***** INPUT RECORDS

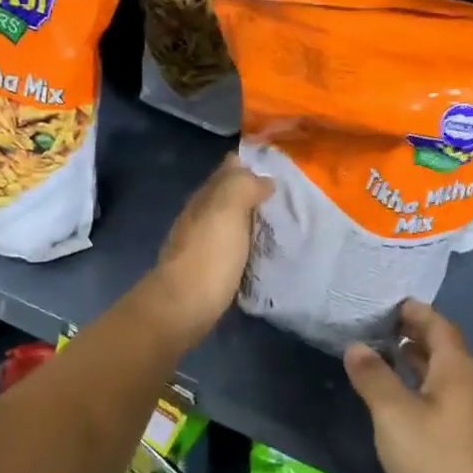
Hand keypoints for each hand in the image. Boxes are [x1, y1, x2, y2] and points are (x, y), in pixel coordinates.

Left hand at [149, 154, 272, 346]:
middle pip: (230, 194)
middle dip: (255, 191)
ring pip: (231, 221)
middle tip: (291, 197)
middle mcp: (200, 215)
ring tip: (283, 223)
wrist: (182, 308)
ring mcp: (202, 243)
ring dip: (252, 219)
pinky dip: (248, 243)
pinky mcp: (208, 269)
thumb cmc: (209, 256)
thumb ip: (243, 186)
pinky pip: (233, 246)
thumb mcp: (227, 210)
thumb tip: (263, 179)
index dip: (253, 164)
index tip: (283, 169)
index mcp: (205, 196)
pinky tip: (264, 250)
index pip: (229, 168)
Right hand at [344, 301, 472, 472]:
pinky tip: (404, 399)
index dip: (415, 311)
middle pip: (444, 346)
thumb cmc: (435, 458)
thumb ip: (373, 377)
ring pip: (445, 372)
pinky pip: (446, 394)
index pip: (438, 325)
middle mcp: (472, 382)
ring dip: (418, 360)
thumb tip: (356, 346)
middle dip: (414, 333)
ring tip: (386, 356)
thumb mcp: (393, 414)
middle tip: (380, 327)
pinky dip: (424, 384)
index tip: (388, 303)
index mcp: (457, 368)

**********

EXERCISE OBJECTIVE: Copy out the listing above exactly, and keep the pictures out of it.

REPLY TO THE EXERCISE:
Hand keypoints for each hand in the image. Boxes are [x1, y1, x2, y2] and points are (x, y), in pixel coordinates.

Left hand at [149, 154, 272, 346]:
middle pip: (230, 194)
middle dip: (255, 191)
ring pip: (231, 221)
middle tip: (291, 197)
middle mcp: (200, 215)
ring tip: (283, 223)
wrist: (182, 308)
ring mcp: (202, 243)
ring dip: (252, 219)
pinky dip: (248, 243)
pinky mcp: (208, 269)
thumb cmc: (209, 256)
thumb ip: (243, 186)
pinky pip: (233, 246)
thumb mcp: (227, 210)
thumb tip: (263, 179)
index dip: (253, 164)
index tip: (283, 169)
index mcp: (205, 196)
pinky tip: (264, 250)
index pip: (229, 168)
Right hand at [344, 301, 472, 472]:
pinky tip: (404, 399)
index dip: (415, 311)
middle pip: (444, 346)
thumb cmc: (435, 458)
thumb ip: (373, 377)
ring pip: (445, 372)
pinky pip: (446, 394)
index pip: (438, 325)
middle mcp: (472, 382)
ring dip: (418, 360)
thumb tip: (356, 346)
middle dip: (414, 333)
ring tip: (386, 356)
thumb mcp: (393, 414)
middle tip: (380, 327)
pinky dip: (424, 384)
index tip: (388, 303)
index mcp: (457, 368)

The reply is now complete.